The ultimate challenge for our drilling teams was drilling a new well into the Franklin reservoir several years after it was brought on stream, to continue its development. Yet at the time the field first began producing, this option was considered unfeasible because of the enormous pressure differences between the untapped and developed areas. This endeavor, too, was crowned with success, when an infill well was drilled in the high-pressure/high-temperature reservoir in 2007 - a world first!

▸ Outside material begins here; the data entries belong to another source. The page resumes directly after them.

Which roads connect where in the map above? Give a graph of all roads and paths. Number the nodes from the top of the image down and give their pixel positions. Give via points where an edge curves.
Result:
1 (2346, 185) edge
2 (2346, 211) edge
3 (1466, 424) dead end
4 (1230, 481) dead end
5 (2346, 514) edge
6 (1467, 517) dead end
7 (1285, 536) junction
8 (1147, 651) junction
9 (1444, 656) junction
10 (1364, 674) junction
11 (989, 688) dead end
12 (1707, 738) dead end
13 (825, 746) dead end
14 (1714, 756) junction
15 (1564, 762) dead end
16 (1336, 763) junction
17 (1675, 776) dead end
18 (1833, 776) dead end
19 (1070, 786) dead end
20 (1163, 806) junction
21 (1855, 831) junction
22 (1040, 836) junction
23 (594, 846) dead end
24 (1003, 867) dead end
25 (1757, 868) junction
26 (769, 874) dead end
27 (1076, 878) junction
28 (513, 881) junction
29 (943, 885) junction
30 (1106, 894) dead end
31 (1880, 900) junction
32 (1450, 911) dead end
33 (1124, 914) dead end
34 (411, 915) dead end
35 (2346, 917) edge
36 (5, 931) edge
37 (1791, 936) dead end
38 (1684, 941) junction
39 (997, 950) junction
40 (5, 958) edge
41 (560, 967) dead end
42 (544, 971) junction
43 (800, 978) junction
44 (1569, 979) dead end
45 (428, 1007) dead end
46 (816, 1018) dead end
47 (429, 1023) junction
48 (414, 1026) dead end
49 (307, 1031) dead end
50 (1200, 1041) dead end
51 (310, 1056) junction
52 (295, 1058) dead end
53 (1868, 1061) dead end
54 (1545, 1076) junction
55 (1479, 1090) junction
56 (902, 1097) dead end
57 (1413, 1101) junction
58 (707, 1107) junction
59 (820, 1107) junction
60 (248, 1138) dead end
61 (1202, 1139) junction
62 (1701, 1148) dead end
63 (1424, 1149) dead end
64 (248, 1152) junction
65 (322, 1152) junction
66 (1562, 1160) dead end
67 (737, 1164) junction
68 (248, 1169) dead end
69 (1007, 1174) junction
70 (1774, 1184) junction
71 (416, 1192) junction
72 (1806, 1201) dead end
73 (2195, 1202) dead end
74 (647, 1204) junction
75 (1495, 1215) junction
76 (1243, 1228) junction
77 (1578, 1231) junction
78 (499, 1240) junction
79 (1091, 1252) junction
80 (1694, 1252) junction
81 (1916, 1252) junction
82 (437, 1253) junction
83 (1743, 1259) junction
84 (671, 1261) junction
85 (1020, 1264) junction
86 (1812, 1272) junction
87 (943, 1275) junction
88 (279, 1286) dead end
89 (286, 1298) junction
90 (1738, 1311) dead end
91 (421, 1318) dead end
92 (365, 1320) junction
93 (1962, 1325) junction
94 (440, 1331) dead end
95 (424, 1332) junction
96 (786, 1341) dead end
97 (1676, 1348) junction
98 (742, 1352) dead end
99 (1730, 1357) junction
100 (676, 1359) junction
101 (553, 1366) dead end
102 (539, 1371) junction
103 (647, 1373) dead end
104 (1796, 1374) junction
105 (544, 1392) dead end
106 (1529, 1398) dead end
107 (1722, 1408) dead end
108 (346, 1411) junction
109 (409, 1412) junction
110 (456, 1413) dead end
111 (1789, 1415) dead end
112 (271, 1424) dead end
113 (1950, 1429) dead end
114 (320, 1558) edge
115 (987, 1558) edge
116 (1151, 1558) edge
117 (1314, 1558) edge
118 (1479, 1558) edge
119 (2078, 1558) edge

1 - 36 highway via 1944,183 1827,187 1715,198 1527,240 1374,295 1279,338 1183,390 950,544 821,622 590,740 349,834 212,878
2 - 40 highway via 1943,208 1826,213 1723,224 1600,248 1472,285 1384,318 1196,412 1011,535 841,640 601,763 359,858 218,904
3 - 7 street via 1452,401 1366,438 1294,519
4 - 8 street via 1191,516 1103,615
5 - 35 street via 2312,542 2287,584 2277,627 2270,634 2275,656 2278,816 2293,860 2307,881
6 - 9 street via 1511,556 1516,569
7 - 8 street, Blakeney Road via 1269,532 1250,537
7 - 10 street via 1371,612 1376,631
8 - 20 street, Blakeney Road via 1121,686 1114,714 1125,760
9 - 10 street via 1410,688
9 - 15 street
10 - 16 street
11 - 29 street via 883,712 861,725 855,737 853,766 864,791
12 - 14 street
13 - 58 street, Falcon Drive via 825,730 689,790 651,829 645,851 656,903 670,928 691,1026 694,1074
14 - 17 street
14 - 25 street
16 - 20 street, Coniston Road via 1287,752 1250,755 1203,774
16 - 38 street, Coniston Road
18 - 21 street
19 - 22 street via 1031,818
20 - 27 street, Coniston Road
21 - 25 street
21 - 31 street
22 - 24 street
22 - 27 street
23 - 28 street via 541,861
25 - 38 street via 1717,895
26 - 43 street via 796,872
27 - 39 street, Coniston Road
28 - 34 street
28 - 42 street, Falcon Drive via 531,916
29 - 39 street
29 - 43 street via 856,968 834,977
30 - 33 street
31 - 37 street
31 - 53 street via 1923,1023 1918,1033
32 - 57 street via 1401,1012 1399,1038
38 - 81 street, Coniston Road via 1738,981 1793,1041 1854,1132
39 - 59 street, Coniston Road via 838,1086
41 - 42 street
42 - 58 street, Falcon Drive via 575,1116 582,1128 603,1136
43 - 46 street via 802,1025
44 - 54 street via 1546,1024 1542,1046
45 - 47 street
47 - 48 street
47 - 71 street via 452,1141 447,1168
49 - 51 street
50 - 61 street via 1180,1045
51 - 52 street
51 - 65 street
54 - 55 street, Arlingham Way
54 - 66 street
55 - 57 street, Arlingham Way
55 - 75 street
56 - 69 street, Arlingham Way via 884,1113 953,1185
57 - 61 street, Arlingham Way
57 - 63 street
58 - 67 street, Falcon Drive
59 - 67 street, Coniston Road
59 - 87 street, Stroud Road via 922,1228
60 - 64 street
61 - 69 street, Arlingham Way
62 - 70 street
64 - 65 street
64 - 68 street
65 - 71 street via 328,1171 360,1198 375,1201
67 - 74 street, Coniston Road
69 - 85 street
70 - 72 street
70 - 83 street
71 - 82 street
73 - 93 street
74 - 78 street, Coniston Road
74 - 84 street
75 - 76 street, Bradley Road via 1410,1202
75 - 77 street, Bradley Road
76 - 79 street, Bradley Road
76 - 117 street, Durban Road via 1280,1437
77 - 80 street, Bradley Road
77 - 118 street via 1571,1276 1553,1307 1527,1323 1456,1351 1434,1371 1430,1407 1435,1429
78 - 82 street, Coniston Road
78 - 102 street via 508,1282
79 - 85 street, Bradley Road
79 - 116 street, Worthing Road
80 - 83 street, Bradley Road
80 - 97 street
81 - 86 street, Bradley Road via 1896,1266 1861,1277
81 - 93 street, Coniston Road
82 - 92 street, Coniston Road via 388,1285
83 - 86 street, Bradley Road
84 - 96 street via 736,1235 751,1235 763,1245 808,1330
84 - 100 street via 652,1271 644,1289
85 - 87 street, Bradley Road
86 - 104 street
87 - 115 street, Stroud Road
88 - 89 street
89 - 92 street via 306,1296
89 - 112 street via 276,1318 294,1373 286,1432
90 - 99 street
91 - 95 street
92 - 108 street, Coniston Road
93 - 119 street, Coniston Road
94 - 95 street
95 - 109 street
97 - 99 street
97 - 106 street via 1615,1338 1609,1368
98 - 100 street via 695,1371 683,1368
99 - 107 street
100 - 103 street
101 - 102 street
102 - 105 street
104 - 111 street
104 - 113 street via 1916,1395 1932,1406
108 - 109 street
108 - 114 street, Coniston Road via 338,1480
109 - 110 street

A vast subject for research & development
Why do some reservoirs have potential despite their deepness and what are the factors that helped preserve them? Geologists are the ones who will have to answer this tough but critical question, the only way to identify the best potential targets for very deep exploration. Locating fields across more than 5,000 meters of sediment also challenges conventional seismic methods. As distance increases, the ultrasound image of the subsurface fades and only the use of innovative methods for seismic data acquisition and image processing allows us to "see" that deep. Temperatures close to 300° C at a depth of more than 6,000 meters and pressures of over 1,500 bar require the development of new techniques and drilling tools and the qualification of new materials that can help wells withstand this below-ground inferno over long periods of time. This vast area of R&D will serve in the future for the potential development of other deep fields discovered by Total, such as Victoria in the North Sea, Incahuasi and Itau in Bolivia, and Maharaja Lela/Jamalulalam in Brunei. In 2008, the sultanate saw two successive discoveries below producing reservoirs, one by means of a 5,858-meter well, the deepest ever drilled in a high-pressure/high-temperature formation in Brunei.